Het Boek

Mattheüs 25:24-42 Het Boek (HTB)

24. Ten slotte kwam de man die duizend geldstukken had gekregen en zei: “Meneer, ik wist dat u een hard mens bent. Ik was bang dat u mij zou afnemen wat ik had verdiend.

25. Daarom heb ik uw geld in de grond verstopt. Hier hebt u het terug.”

26. De heer antwoordde: “Je bent een slechte, luie knecht. Je wist dus dat ik je je verdienste zou afnemen.

27. Je had het geld in ieder geval op de bank kunnen zetten.

28. Dan had ik nog rente gekregen. Neem deze man het geld af en geef het aan de man die tienduizend geldstukken heeft.

29. Want wie een goed gebruik maakt van wat hij heeft, zal er nog meer bij krijgen. Meer dan overvloedig. Maar wie niets doet met wat hij heeft, zal zelfs de kleinste verantwoordelijkheid worden afgenomen.

30. Met deze knecht valt niets te beginnen. Gooi hem buiten, in de diepste duisternis. Daar is wroeging en verdriet.”

31. Wanneer Ik, de Mensenzoon, kom in mijn heerlijkheid met al de engelen, zal Ik op mijn schitterende troon zitten.

32. Alle volken zullen voor Mij bijeen worden gebracht. Dan zal Ik hen van elkaar scheiden, zoals een herder de schapen en de bokken scheidt.
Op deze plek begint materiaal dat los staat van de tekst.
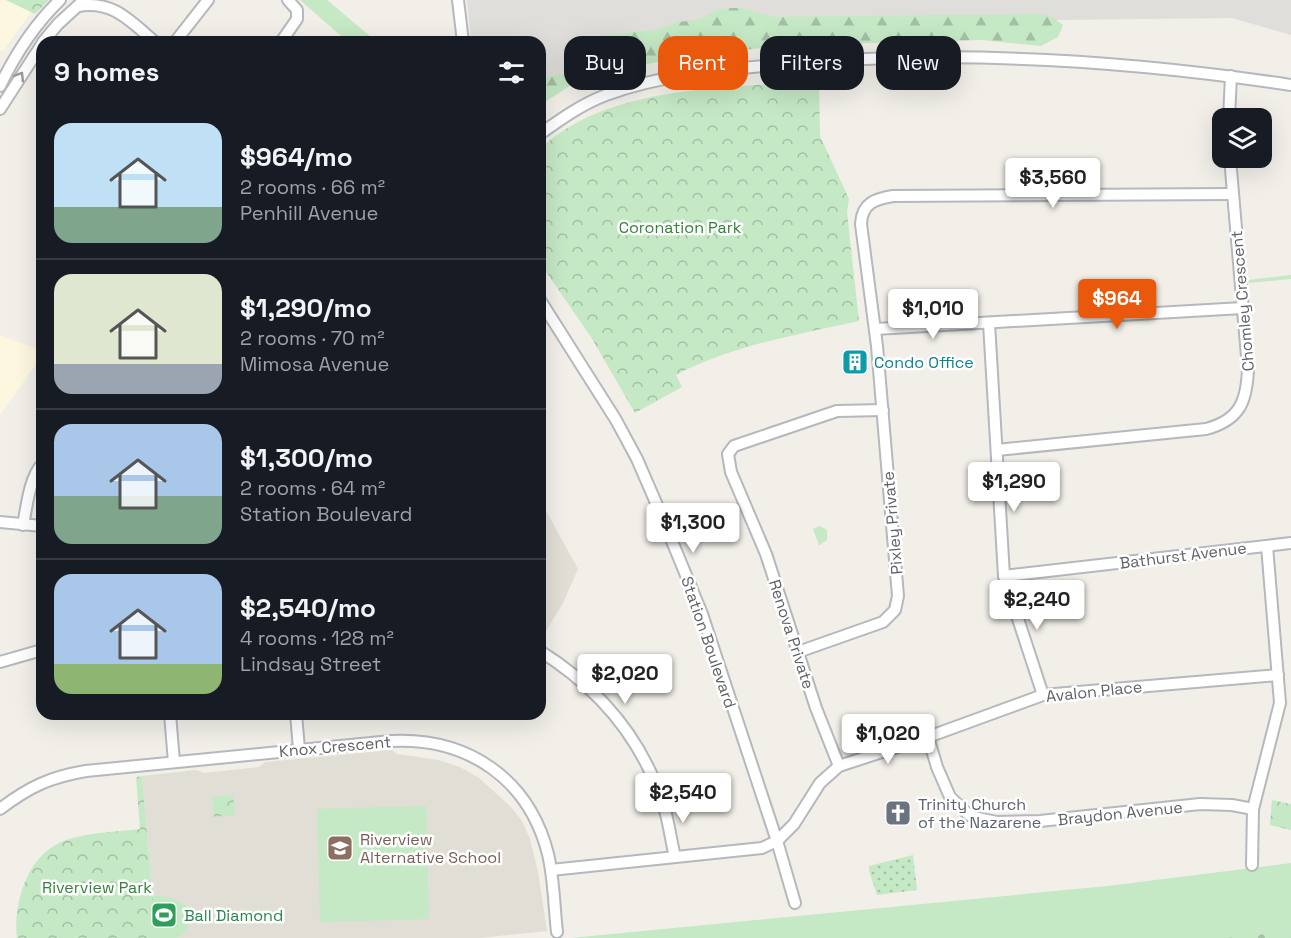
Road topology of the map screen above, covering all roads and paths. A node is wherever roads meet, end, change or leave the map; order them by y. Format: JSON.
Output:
{"nodes":[{"id":1,"x":60,"y":0,"type":"edge"},
{"id":2,"x":208,"y":0,"type":"edge"},
{"id":3,"x":288,"y":0,"type":"edge"},
{"id":4,"x":458,"y":0,"type":"edge"},
{"id":5,"x":81,"y":3,"type":"edge"},
{"id":6,"x":112,"y":3,"type":"edge"},
{"id":7,"x":49,"y":36,"type":"edge"},
{"id":8,"x":148,"y":36,"type":"edge"},
{"id":9,"x":180,"y":36,"type":"edge"},
{"id":10,"x":285,"y":36,"type":"edge"},
{"id":11,"x":462,"y":36,"type":"edge"},
{"id":12,"x":36,"y":54,"type":"edge"},
{"id":13,"x":5,"y":64,"type":"edge"},
{"id":14,"x":1232,"y":76,"type":"junction"},
{"id":15,"x":1291,"y":85,"type":"edge"},
{"id":16,"x":0,"y":86,"type":"edge"},
{"id":17,"x":1229,"y":108,"type":"edge"},
{"id":18,"x":0,"y":109,"type":"edge"},
{"id":19,"x":546,"y":130,"type":"edge"},
{"id":20,"x":1231,"y":168,"type":"edge"},
{"id":21,"x":1233,"y":194,"type":"junction"},
{"id":22,"x":1243,"y":308,"type":"junction"},
{"id":23,"x":546,"y":309,"type":"edge"},
{"id":24,"x":989,"y":323,"type":"junction"},
{"id":25,"x":875,"y":329,"type":"junction"},
{"id":26,"x":883,"y":410,"type":"junction"},
{"id":27,"x":997,"y":450,"type":"junction"},
{"id":28,"x":36,"y":475,"type":"edge"},
{"id":29,"x":0,"y":522,"type":"edge"},
{"id":30,"x":23,"y":525,"type":"junction"},
{"id":31,"x":36,"y":526,"type":"edge"},
{"id":32,"x":1291,"y":543,"type":"edge"},
{"id":33,"x":1268,"y":546,"type":"junction"},
{"id":34,"x":1004,"y":576,"type":"junction"},
{"id":35,"x":36,"y":652,"type":"edge"},
{"id":36,"x":798,"y":652,"type":"junction"},
{"id":37,"x":546,"y":655,"type":"edge"},
{"id":38,"x":0,"y":662,"type":"edge"},
{"id":39,"x":1278,"y":675,"type":"junction"},
{"id":40,"x":1043,"y":695,"type":"junction"},
{"id":41,"x":170,"y":720,"type":"edge"},
{"id":42,"x":297,"y":720,"type":"edge"},
{"id":43,"x":928,"y":737,"type":"junction"},
{"id":44,"x":299,"y":749,"type":"junction"},
{"id":45,"x":174,"y":762,"type":"junction"},
{"id":46,"x":839,"y":766,"type":"junction"},
{"id":47,"x":0,"y":809,"type":"edge"},
{"id":48,"x":1253,"y":809,"type":"junction"},
{"id":49,"x":777,"y":841,"type":"junction"},
{"id":50,"x":675,"y":857,"type":"junction"},
{"id":51,"x":1252,"y":865,"type":"dead end"},
{"id":52,"x":551,"y":870,"type":"junction"},
{"id":53,"x":795,"y":903,"type":"dead end"},
{"id":54,"x":557,"y":932,"type":"dead end"}],
"edges":[{"from":1,"to":13,"type":"street"},
{"from":2,"to":9,"type":"street"},
{"from":3,"to":10,"type":"street"},
{"from":4,"to":11,"type":"street"},
{"from":5,"to":6,"type":"street"},
{"from":5,"to":7,"type":"street"},
{"from":6,"to":8,"type":"street"},
{"from":18,"to":12,"type":"street","one_way":true},
{"from":13,"to":16,"type":"street"},
{"from":14,"to":15,"type":"street"},
{"from":14,"to":17,"type":"street"},
{"from":14,"to":19,"type":"street"},
{"from":20,"to":21,"type":"street","name":"Chomley Crescent"},
{"from":21,"to":22,"type":"street","name":"Chomley Crescent"},
{"from":21,"to":25,"type":"street","name":"Pixley Private"},
{"from":22,"to":24,"type":"street"},
{"from":22,"to":27,"type":"street","name":"Chomley Crescent"},
{"from":23,"to":49,"type":"street","name":"Station Boulevard"},
{"from":24,"to":25,"type":"street"},
{"from":24,"to":27,"type":"street"},
{"from":25,"to":26,"type":"street","name":"Pixley Private"},
{"from":26,"to":36,"type":"street","name":"Pixley Private"},
{"from":26,"to":36,"type":"street","name":"Renova Private"},
{"from":27,"to":34,"type":"street"},
{"from":28,"to":30,"type":"street"},
{"from":29,"to":30,"type":"street"},
{"from":30,"to":31,"type":"street"},
{"from":32,"to":33,"type":"street","name":"Bathurst Avenue"},
{"from":33,"to":34,"type":"street","name":"Bathurst Avenue"},
{"from":33,"to":39,"type":"street"},
{"from":34,"to":40,"type":"street"},
{"from":35,"to":38,"type":"street"},
{"from":36,"to":46,"type":"street","name":"Renova Private"},
{"from":37,"to":50,"type":"street"},
{"from":39,"to":40,"type":"street","name":"Avalon Place"},
{"from":39,"to":48,"type":"street"},
{"from":40,"to":43,"type":"street","name":"Avalon Place"},
{"from":41,"to":45,"type":"street"},
{"from":42,"to":44,"type":"street"},
{"from":43,"to":46,"type":"street","name":"Avalon Place"},
{"from":43,"to":48,"type":"street","name":"Braydon Avenue"},
{"from":44,"to":45,"type":"street","name":"Knox Crescent"},
{"from":44,"to":52,"type":"street","name":"Knox Crescent"},
{"from":45,"to":47,"type":"street","name":"Knox Crescent"},
{"from":46,"to":49,"type":"street","name":"Avalon Place"},
{"from":48,"to":51,"type":"street"},
{"from":49,"to":50,"type":"street"},
{"from":49,"to":53,"type":"street","name":"Station Boulevard"},
{"from":50,"to":52,"type":"street"},
{"from":52,"to":54,"type":"street","name":"Knox Crescent"}]}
33. De schapen zal Ik aan mijn rechterhand zetten en de bokken aan mijn linkerhand.

34. Dan zal Ik tegen de mensen aan mijn rechterhand zeggen: “Kom, gezegende kinderen van mijn Vader. U mag het Koninkrijk binnengaan, dat van het begin van de wereld af voor u bestemd is.

35. Want Ik had honger en u hebt Mij te eten gegeven. Ik had dorst en u hebt Mij te drinken gegeven. Ik was een vreemdeling en u hebt Mij in uw huis uitgenodigd.
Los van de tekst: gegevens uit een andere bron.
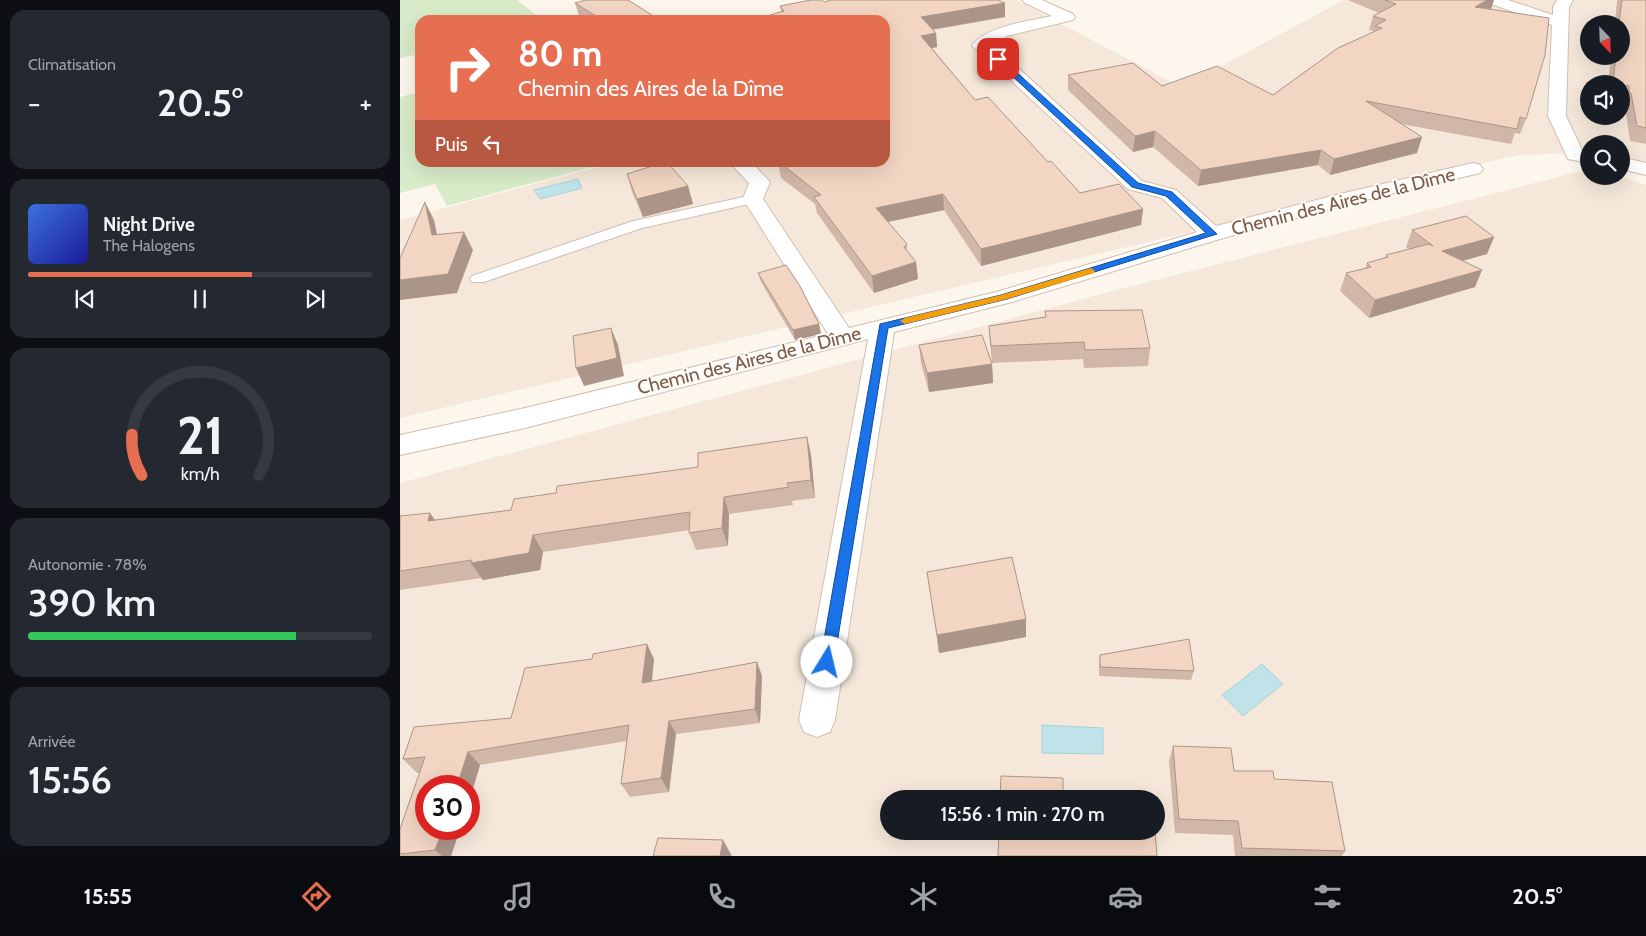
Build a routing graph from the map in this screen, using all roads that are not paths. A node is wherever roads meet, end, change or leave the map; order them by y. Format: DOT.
graph roads {
  1 [pos="1030,0"];
  2 [pos="1493,0"];
  3 [pos="1562,10"];
  4 [pos="1580,153"];
  5 [pos="1630,165"];
  6 [pos="744,167"];
  7 [pos="1473,168"];
  8 [pos="1646,169"];
  9 [pos="752,199"];
  10 [pos="1212,234"];
  11 [pos="478,279"];
  12 [pos="883,326"];
  13 [pos="842,337"];
  14 [pos="400,445"];
  15 [pos="817,720"];
  1 -- 10 [label="street"];
  2 -- 3 [label="street"];
  3 -- 4 [label="street"];
  5 -- 8 [label="street"];
  6 -- 9 [label="street"];
  7 -- 10 [label="street, Chemin des Aires de la Dîme"];
  9 -- 11 [label="lane"];
  9 -- 13 [label="street"];
  10 -- 12 [label="street, Chemin des Aires de la Dîme"];
  12 -- 13 [label="street, Chemin des Aires de la Dîme"];
  12 -- 15 [label="street"];
  13 -- 14 [label="street, Chemin des Aires de la Dîme"];
}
36. Ik had niets om aan te trekken en u hebt Mij kleren gegeven. Ik was ziek en u hebt Mij opgezocht. Ik zat in de gevangenis en u bent bij Mij geweest.”

37. Deze goede mensen zullen vragen: “Here, wanneer hebben wij gezien dat U honger had en hebben wij U te eten gegeven? Of dat U dorst had en hebben wij U te drinken gegeven?

38. Of dat U een vreemdeling was en hebben wij U geholpen? Of dat U niets had om aan te trekken en hebben wij U kleren gegeven?

39. En wanneer was U ziek of zat U in de gevangenis en hebben wij U bezocht?”

40. Ik zal tegen hen zeggen: “Toen u dit voor één van mijn minste broeders hebt gedaan, deed u het voor Mij.”

41. Daarna zal Ik tegen de mensen aan mijn linkerhand zeggen: “Weg jullie, vervloekten! Naar het eeuwige vuur dat voor de duivel en zijn trawanten bestemd is.

42. Want Ik had honger en u wilde Mij niet te eten geven. Ik had dorst en u wilde Mij niet te drinken geven.